- Records supplied
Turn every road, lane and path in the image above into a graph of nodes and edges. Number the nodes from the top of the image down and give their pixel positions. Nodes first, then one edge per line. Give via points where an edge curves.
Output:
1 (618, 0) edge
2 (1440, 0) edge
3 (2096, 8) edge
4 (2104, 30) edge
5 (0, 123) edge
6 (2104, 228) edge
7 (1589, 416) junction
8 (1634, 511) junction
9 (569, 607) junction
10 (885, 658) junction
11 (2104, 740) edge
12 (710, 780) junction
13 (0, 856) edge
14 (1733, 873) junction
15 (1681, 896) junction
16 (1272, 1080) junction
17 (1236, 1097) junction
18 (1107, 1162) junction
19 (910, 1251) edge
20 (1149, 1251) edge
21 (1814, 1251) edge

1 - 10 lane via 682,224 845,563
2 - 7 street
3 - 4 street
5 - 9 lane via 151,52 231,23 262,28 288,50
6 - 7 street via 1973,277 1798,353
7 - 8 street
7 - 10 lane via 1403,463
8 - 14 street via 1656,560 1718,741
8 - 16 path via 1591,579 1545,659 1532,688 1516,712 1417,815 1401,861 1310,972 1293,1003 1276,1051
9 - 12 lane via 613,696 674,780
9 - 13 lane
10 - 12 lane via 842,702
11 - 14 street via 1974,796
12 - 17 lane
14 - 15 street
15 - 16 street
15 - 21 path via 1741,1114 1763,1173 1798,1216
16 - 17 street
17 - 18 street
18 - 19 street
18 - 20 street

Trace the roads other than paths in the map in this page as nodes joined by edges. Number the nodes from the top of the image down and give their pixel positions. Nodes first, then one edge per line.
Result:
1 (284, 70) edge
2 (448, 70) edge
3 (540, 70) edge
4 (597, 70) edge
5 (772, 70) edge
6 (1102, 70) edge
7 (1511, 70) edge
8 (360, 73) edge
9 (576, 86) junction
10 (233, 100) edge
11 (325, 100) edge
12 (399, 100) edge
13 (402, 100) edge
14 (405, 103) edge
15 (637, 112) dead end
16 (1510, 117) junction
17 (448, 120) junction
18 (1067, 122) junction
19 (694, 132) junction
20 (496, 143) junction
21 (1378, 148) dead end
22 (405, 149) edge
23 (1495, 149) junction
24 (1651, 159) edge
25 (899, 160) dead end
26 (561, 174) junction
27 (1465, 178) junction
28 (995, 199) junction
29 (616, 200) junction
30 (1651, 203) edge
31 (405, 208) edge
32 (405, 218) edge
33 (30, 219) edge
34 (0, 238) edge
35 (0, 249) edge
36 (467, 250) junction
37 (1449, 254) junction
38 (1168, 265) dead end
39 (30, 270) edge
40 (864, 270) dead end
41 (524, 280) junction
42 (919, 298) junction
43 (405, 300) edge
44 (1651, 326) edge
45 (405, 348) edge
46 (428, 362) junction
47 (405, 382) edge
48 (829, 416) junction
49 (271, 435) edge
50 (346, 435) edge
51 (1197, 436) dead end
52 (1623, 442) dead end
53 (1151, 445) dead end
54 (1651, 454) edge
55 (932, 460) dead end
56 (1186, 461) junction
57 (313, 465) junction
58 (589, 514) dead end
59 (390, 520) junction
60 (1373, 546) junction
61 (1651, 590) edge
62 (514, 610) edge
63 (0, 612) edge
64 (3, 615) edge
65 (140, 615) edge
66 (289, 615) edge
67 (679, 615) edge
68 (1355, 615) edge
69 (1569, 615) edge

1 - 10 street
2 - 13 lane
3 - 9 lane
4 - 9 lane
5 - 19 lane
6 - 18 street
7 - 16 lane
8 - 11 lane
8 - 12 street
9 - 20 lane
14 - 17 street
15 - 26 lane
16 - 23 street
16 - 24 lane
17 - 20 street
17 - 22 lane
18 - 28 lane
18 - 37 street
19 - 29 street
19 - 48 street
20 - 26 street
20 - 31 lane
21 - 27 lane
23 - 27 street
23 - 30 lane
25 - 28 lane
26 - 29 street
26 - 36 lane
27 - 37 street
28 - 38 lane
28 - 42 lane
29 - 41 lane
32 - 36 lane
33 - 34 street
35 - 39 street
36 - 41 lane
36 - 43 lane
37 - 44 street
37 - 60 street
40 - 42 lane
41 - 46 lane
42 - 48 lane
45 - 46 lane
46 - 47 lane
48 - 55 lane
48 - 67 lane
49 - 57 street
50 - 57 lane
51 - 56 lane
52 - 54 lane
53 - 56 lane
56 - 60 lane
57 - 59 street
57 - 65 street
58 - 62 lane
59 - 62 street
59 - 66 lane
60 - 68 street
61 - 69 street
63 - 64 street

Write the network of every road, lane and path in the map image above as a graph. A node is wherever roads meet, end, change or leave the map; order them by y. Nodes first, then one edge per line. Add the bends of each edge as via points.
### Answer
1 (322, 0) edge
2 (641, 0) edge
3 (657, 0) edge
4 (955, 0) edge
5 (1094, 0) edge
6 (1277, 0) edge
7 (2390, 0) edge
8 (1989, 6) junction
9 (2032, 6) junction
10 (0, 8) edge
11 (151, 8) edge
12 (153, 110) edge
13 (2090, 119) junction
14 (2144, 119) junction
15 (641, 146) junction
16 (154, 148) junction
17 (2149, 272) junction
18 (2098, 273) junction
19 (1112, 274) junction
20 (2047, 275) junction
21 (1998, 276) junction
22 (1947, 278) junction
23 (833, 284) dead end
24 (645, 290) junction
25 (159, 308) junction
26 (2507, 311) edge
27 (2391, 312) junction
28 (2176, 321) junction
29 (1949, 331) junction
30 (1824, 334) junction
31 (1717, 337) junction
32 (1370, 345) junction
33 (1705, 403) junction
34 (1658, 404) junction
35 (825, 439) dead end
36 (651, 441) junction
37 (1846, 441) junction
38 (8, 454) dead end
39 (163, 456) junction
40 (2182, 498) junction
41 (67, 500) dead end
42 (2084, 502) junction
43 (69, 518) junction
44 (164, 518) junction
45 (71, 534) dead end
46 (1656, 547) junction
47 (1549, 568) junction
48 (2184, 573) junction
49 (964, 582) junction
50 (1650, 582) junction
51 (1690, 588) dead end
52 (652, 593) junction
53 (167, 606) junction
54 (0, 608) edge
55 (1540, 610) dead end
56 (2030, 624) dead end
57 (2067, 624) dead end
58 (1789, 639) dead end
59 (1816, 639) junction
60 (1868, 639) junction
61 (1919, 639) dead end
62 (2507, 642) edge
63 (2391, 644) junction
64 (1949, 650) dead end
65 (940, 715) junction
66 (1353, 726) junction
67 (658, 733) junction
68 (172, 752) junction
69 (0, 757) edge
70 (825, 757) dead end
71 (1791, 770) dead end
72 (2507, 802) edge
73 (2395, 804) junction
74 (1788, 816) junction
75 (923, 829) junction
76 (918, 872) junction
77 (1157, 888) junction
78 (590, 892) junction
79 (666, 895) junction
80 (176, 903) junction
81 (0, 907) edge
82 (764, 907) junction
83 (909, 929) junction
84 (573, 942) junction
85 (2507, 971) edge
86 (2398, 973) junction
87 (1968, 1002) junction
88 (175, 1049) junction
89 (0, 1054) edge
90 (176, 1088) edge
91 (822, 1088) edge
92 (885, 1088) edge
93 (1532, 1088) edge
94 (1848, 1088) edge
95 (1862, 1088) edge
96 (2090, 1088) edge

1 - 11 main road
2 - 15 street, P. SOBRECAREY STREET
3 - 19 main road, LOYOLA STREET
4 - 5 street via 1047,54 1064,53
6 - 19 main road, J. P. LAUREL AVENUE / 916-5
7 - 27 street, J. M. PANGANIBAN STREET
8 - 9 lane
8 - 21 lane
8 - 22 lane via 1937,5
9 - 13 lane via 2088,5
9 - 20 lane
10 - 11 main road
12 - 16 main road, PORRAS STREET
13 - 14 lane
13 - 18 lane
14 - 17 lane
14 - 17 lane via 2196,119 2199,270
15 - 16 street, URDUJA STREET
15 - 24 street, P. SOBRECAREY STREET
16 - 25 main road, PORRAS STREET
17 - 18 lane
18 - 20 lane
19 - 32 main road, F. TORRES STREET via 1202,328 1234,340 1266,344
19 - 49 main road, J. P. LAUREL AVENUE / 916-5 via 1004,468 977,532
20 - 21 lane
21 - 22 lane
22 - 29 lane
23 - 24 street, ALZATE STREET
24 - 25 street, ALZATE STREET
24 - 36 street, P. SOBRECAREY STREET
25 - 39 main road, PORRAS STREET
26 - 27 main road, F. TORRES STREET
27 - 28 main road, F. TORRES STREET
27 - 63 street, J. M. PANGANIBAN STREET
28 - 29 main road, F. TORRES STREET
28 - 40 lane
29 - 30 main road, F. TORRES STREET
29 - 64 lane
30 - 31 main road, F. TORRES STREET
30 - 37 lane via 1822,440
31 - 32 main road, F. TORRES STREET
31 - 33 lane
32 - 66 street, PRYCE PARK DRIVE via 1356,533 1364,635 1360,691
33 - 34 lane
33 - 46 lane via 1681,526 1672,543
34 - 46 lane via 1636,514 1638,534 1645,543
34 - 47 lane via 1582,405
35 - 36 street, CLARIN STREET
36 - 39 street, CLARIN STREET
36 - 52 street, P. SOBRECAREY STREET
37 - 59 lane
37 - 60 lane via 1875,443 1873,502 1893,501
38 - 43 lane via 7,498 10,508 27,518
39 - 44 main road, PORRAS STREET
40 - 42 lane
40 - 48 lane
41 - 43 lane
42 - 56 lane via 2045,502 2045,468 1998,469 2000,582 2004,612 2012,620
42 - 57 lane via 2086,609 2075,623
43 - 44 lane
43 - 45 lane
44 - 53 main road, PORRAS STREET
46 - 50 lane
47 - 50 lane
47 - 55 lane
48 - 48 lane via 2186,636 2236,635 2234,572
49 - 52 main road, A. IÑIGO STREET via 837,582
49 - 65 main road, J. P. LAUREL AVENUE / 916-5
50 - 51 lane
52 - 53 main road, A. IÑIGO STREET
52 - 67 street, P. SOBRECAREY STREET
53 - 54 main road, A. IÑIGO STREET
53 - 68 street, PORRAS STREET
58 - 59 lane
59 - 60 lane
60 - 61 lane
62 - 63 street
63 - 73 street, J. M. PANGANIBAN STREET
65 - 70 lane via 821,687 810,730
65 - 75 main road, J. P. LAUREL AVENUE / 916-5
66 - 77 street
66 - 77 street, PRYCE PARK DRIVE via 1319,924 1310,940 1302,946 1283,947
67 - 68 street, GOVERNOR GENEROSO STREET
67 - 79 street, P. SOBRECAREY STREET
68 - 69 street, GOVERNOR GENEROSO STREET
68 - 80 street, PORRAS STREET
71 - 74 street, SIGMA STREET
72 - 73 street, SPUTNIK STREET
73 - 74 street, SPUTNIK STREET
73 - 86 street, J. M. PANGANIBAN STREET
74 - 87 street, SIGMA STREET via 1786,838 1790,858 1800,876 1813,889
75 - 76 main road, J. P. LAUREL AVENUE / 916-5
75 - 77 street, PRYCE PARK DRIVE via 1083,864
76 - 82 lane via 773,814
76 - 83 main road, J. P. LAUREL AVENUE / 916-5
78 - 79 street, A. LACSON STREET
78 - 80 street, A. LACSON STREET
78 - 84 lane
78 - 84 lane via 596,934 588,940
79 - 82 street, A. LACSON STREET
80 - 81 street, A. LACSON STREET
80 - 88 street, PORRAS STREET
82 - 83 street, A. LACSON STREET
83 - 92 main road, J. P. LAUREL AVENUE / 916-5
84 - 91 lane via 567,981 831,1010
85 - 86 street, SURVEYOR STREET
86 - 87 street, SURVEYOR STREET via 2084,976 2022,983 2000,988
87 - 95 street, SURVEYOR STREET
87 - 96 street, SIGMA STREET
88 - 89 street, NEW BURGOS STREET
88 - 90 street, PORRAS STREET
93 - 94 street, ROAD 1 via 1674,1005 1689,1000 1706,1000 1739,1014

- What needs to be done
Wherever a line in the data above contains the word "Number", copy that line.

- Response to the task
Turn every road, lane and path in the image above into a graph of nodes and edges. Number the nodes from the top of the image down and give their pixel positions. Nodes first, then one edge per line. Give via points where an edge curves.
Trace the roads other than paths in the map in this page as nodes joined by edges. Number the nodes from the top of the image down and give their pixel positions. Nodes first, then one edge per line.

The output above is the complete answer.